Submitted by Mark Hanna
Courtesy of MarketMontage. View original post here.
Aside from the turmoil in Egypt which has crude oil futures back above $100 for the first time since May 2012, there are some issues developing in Greece and Portugal. Since Draghi’s infamous “whatever it takes” comments last summer Europe has been completely pushed to the side as the belief that central bankers are omnipotent lives in our current belief system. But it is summer time and we have an annual Euro crisis each summer for years on end so we’ll see if this is a minor flare up or something that has some legs. Honestly when you read the mounts involved such as for Greece (8B euros) it is bemusing in relation to how much the U.S. and Japanese central banks feed into the system each day/month/quarter/year. The Greek “crisis” could be solved with 3 days of Fed POMO – and I did the calculation yesterday; the Fed spits out the entire Greek GDP three times a year with its QE. We have simply become numb to figures such as $85B as if it it is $500M.
Via Reuters:
- A teetering Portuguese government has underlined the threat that the euro zone debt crisis, in hibernation for almost a year, may be about to reawaken. From Greece to Cyprus, Slovenia to Spain and Italy, and now most pressingly Portugal, where the finance and foreign ministers resigned in the space of two days, a host of problems is stirring after 10 months of relative calm imposed by the European Central Bank. If his government does end up collapsing, as is now more likely, it will raise immediate questions about Lisbon’s ability to meet the terms of the 78-billion-euro bailout it agreed with the EU and International Monetary Fund in 2011. Portuguese 10-year bond yields spiked up to eight percent on Wednesday with reports of further ministerial resignations throwing the coalition government’s future into peril.
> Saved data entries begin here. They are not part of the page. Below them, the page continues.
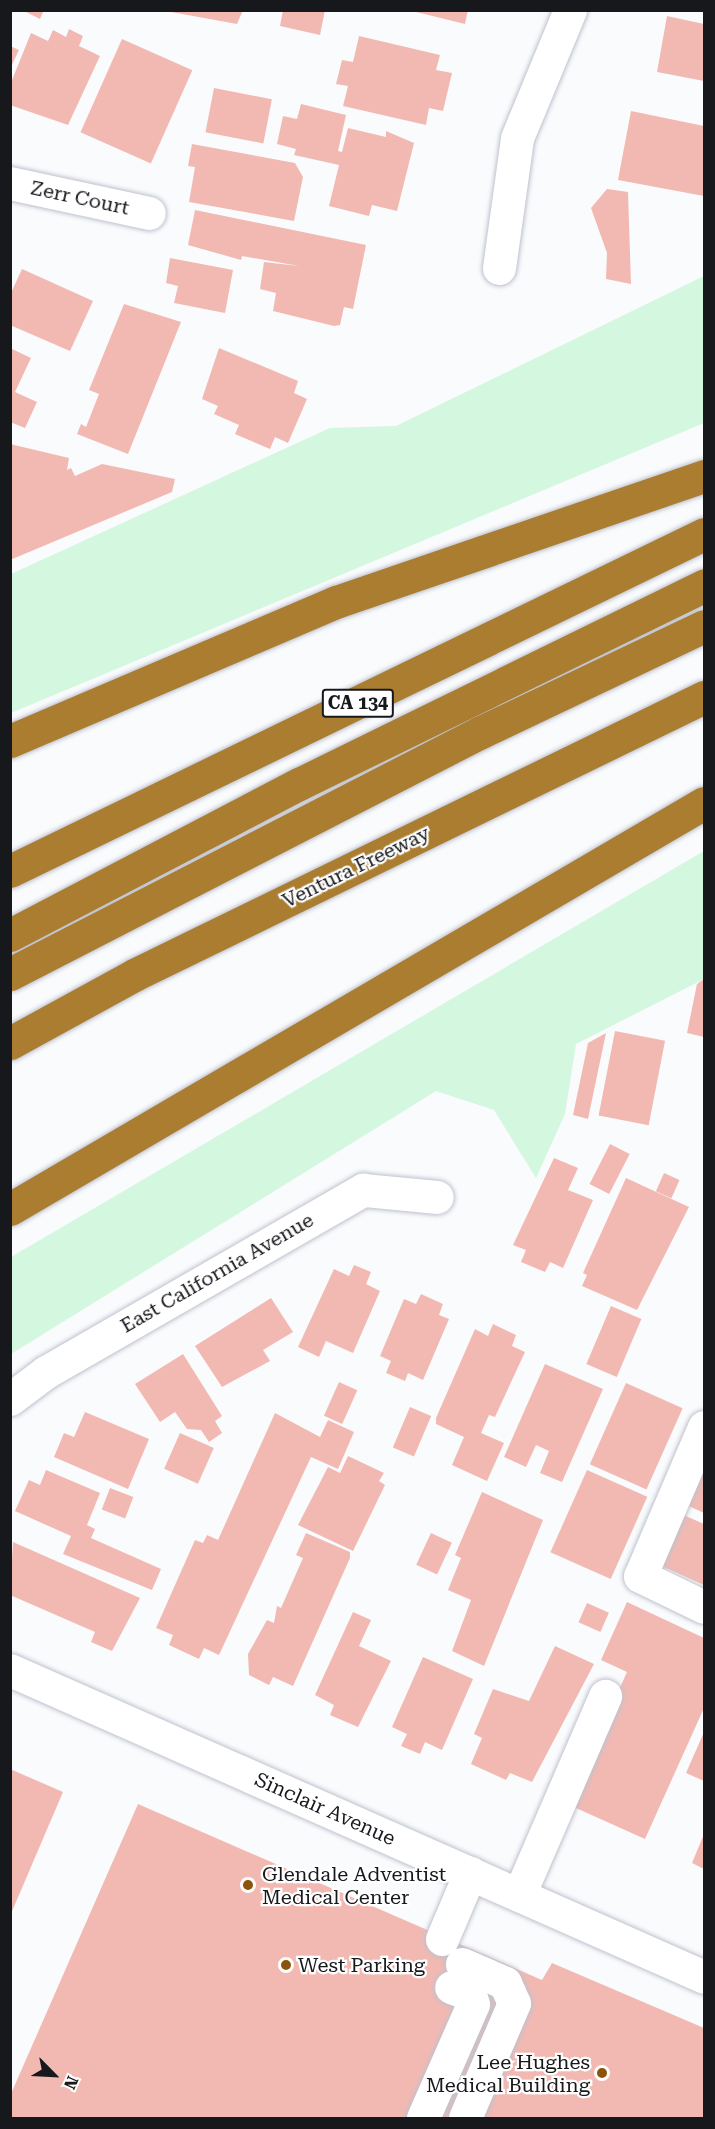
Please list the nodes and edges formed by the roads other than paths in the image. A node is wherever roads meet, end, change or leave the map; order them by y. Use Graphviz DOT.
graph roads {
  1 [pos="570,10"];
  2 [pos="10,183"];
  3 [pos="149,213"];
  4 [pos="499,268"];
  5 [pos="705,476"];
  6 [pos="705,534"];
  7 [pos="705,586"];
  8 [pos="705,626"];
  9 [pos="705,697"];
  10 [pos="10,741"];
  11 [pos="705,803"];
  12 [pos="10,871"];
  13 [pos="10,935"];
  14 [pos="10,974"];
  15 [pos="134,975"];
  16 [pos="10,1043"];
  17 [pos="10,1053"];
  18 [pos="437,1197"];
  19 [pos="10,1209"];
  20 [pos="10,1399"];
  21 [pos="705,1427"];
  22 [pos="705,1607"];
  23 [pos="10,1670"];
  24 [pos="605,1696"];
  25 [pos="470,1873"];
  26 [pos="519,1895"];
  27 [pos="452,1963"];
  28 [pos="705,1977"];
  29 [pos="423,2118"];
  30 [pos="465,2118"];
  1 -- 4 [label="street"];
  2 -- 3 [label="street, Zerr Court"];
  5 -- 10 [label="highway"];
  6 -- 12 [label="highway, CA 134"];
  7 -- 13 [label="highway"];
  8 -- 14 [label="highway"];
  9 -- 15 [label="highway, Ventura Freeway"];
  11 -- 19 [label="highway"];
  15 -- 16 [label="highway, Ventura Freeway"];
  15 -- 17 [label="highway"];
  18 -- 20 [label="street, East California Avenue"];
  21 -- 22 [label="street"];
  23 -- 25 [label="street, Sinclair Avenue"];
  24 -- 26 [label="street"];
  25 -- 26 [label="street, Sinclair Avenue"];
  25 -- 27 [label="street"];
  26 -- 28 [label="street, Sinclair Avenue"];
  27 -- 29 [label="street"];
  27 -- 30 [label="street"];
}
- Portugal had been held up as an example of a bailout country doing all the right things to get its economy back in shape. That reputation is now harder to sustain and even before this latest crisis, the International Monetary Fund reported last month that Lisbon’s debt position was “very fragile”. Coming soon after the near-collapse of the Greek government, which has been given until Monday to show it can meet the demands of its own EU-IMF bailout, the euro zonemay be on the brink of falling back into full-on crisis.
- EU officials have been at pains to talk down any unrest, buoyed by the tranquility in financial markets since European Central Bank President Mario Draghi made good on his pledge last summer to do whatever it takes to protect the euro via a bond-buying program. EU officials quietly acknowledge that all is not well and that any number of problems could throw the region back into turmoil. “There are always issues simmering under the surface,” said an EU diplomat who has been dealing first hand with the crisis since it erupted in Greece in early 2010. “It’s far from over. The immediacy may have ebbed away, but I think we’re all aware that under the surface, there’s still a lot of stuff than can come back to bite us.”
- As for Greece….there are some suggestions that the EU and IMF may refuse to pay at least some of the 8.1 billion euros bailout tranche on offer and dribble it out instead in order to focus minds in Athens. Anything more dramatic would be risky since Greece faces big bond redemptions next month and nobody wants a default.